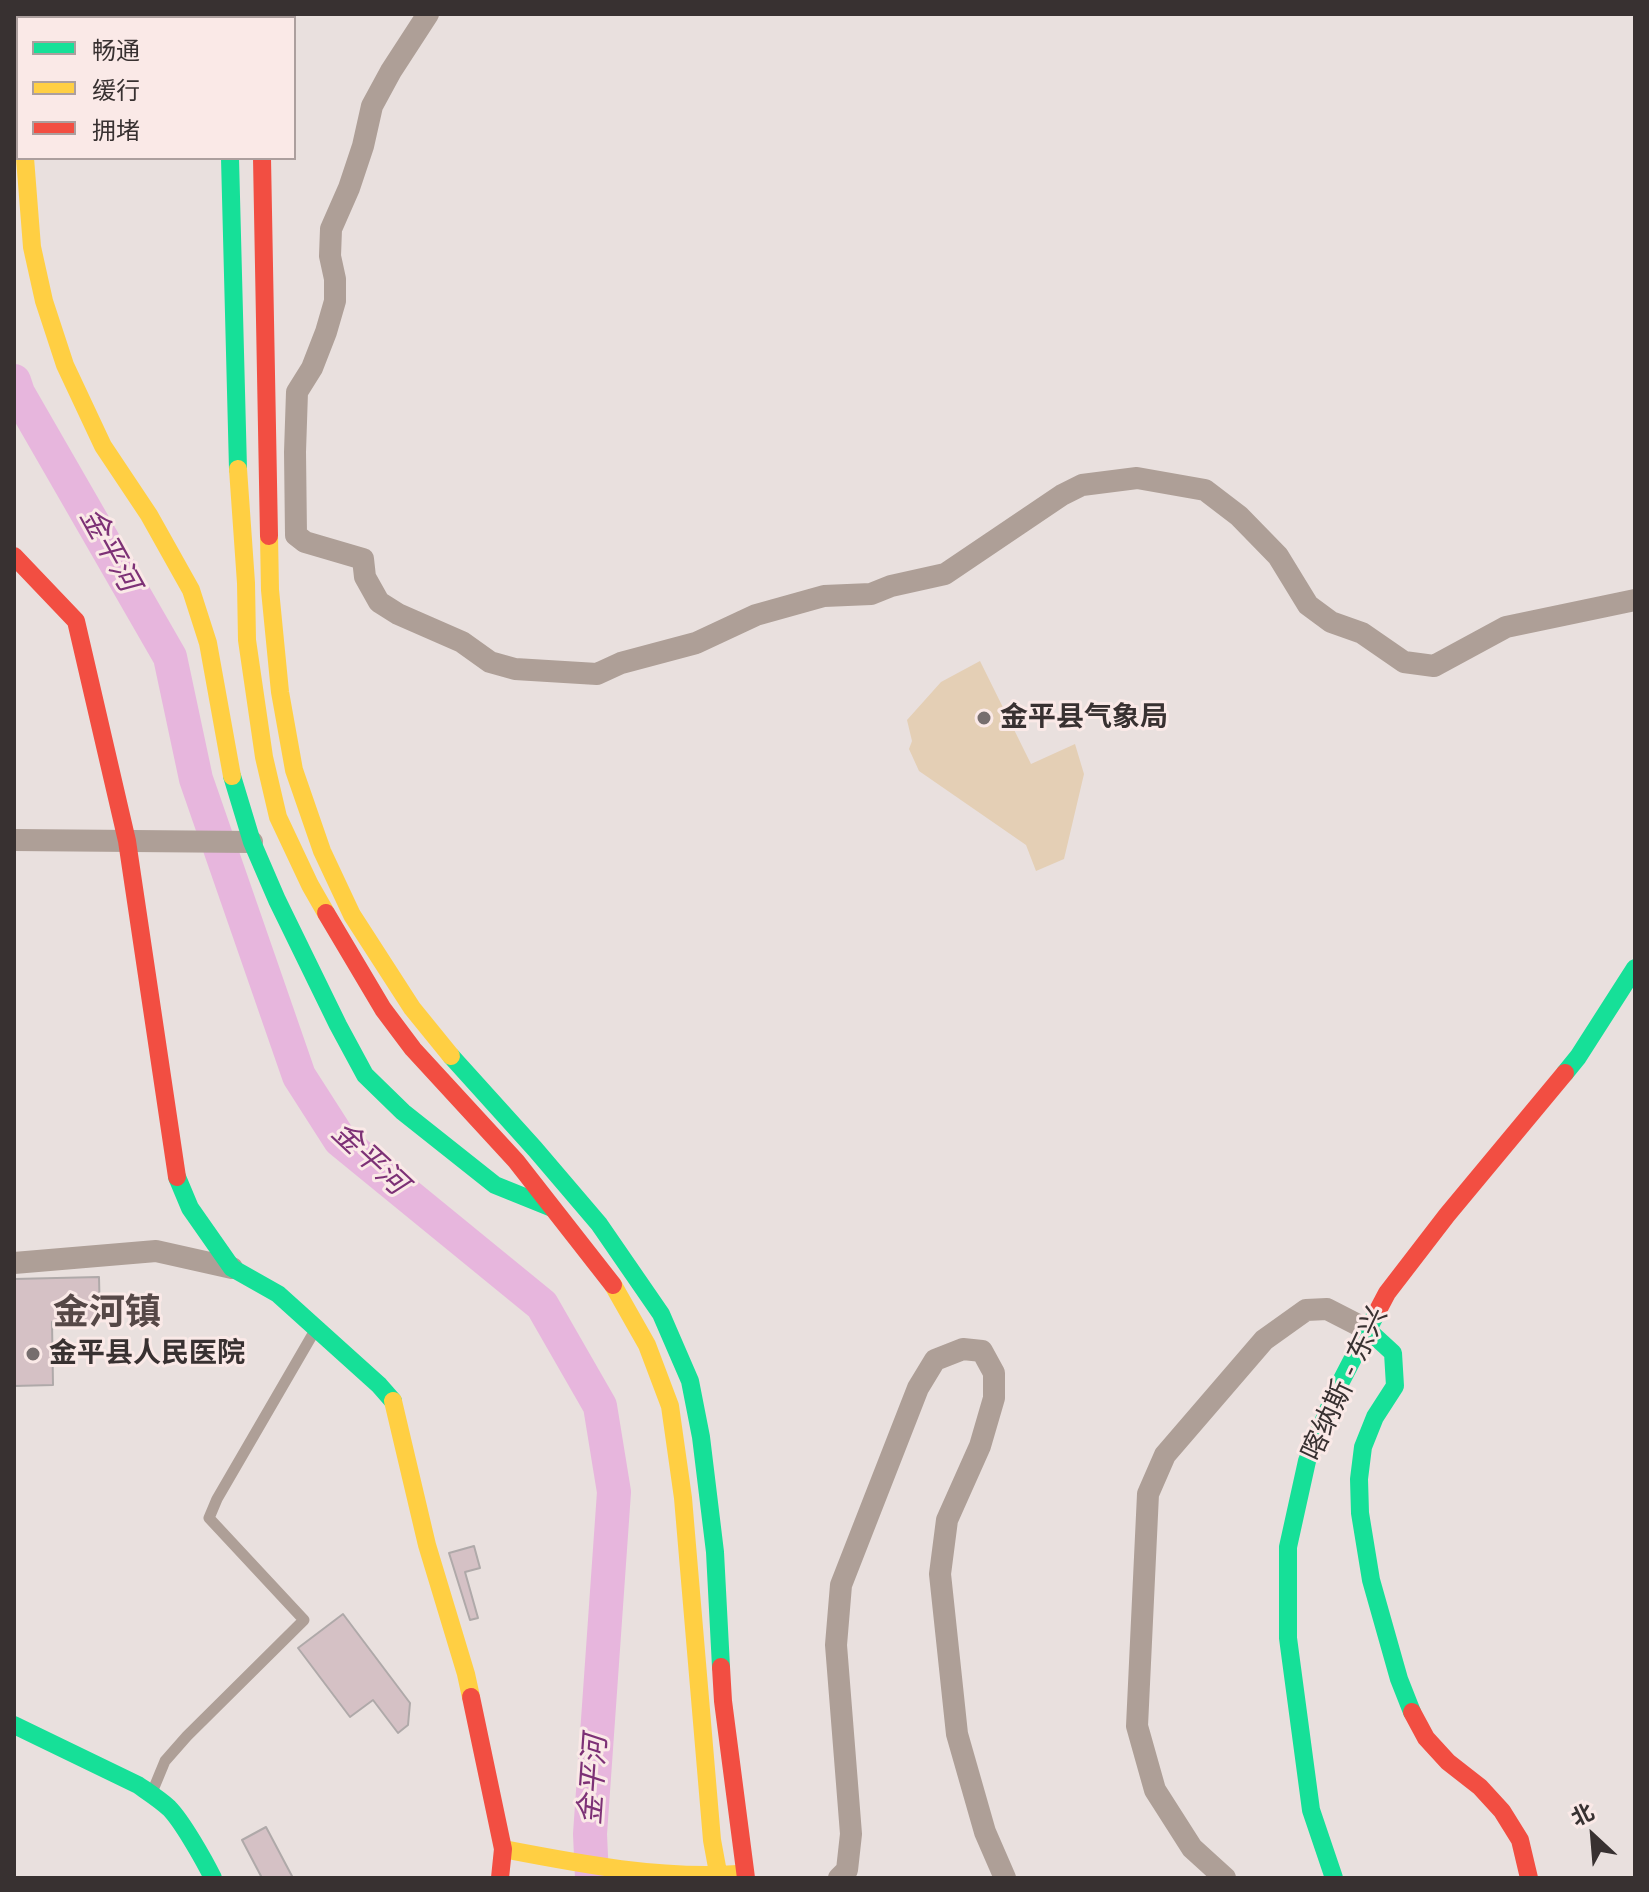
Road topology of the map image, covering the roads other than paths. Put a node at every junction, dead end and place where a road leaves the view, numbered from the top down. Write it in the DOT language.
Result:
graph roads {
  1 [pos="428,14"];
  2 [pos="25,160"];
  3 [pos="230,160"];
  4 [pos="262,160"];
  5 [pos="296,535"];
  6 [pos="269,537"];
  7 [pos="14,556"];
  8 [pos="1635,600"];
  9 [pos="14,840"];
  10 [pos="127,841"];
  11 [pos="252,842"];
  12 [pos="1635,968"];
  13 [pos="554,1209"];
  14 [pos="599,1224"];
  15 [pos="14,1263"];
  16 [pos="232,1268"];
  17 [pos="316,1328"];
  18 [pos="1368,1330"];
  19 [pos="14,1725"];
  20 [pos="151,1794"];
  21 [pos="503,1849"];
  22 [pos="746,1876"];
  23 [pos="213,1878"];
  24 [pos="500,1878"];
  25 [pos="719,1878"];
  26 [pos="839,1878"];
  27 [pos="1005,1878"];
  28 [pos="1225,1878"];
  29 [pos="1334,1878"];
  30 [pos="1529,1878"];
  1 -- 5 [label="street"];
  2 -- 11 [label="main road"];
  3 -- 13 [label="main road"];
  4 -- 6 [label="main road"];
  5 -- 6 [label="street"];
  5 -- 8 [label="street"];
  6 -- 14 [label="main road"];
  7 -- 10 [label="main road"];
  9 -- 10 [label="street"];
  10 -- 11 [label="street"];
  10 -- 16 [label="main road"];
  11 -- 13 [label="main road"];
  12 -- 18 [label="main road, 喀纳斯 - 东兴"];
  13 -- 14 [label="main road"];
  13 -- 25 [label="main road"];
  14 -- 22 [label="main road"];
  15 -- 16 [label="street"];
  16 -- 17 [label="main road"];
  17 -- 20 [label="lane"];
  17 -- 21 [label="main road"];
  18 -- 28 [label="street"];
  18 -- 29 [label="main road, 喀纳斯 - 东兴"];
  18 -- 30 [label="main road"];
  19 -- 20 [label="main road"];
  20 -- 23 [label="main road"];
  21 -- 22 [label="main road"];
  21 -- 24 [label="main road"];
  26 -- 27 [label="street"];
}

* [TASK TO CARRY OUT]: Could you reproduce the listing above word for word while leaving out its pictures?

* [RESULT]:
Road topology of the map image, covering the roads other than paths. Put a node at every junction, dead end and place where a road leaves the view, numbered from the top down. Write it in the DOT language.
Result:
graph roads {
  1 [pos="428,14"];
  2 [pos="25,160"];
  3 [pos="230,160"];
  4 [pos="262,160"];
  5 [pos="296,535"];
  6 [pos="269,537"];
  7 [pos="14,556"];
  8 [pos="1635,600"];
  9 [pos="14,840"];
  10 [pos="127,841"];
  11 [pos="252,842"];
  12 [pos="1635,968"];
  13 [pos="554,1209"];
  14 [pos="599,1224"];
  15 [pos="14,1263"];
  16 [pos="232,1268"];
  17 [pos="316,1328"];
  18 [pos="1368,1330"];
  19 [pos="14,1725"];
  20 [pos="151,1794"];
  21 [pos="503,1849"];
  22 [pos="746,1876"];
  23 [pos="213,1878"];
  24 [pos="500,1878"];
  25 [pos="719,1878"];
  26 [pos="839,1878"];
  27 [pos="1005,1878"];
  28 [pos="1225,1878"];
  29 [pos="1334,1878"];
  30 [pos="1529,1878"];
  1 -- 5 [label="street"];
  2 -- 11 [label="main road"];
  3 -- 13 [label="main road"];
  4 -- 6 [label="main road"];
  5 -- 6 [label="street"];
  5 -- 8 [label="street"];
  6 -- 14 [label="main road"];
  7 -- 10 [label="main road"];
  9 -- 10 [label="street"];
  10 -- 11 [label="street"];
  10 -- 16 [label="main road"];
  11 -- 13 [label="main road"];
  12 -- 18 [label="main road, 喀纳斯 - 东兴"];
  13 -- 14 [label="main road"];
  13 -- 25 [label="main road"];
  14 -- 22 [label="main road"];
  15 -- 16 [label="street"];
  16 -- 17 [label="main road"];
  17 -- 20 [label="lane"];
  17 -- 21 [label="main road"];
  18 -- 28 [label="street"];
  18 -- 29 [label="main road, 喀纳斯 - 东兴"];
  18 -- 30 [label="main road"];
  19 -- 20 [label="main road"];
  20 -- 23 [label="main road"];
  21 -- 22 [label="main road"];
  21 -- 24 [label="main road"];
  26 -- 27 [label="street"];
}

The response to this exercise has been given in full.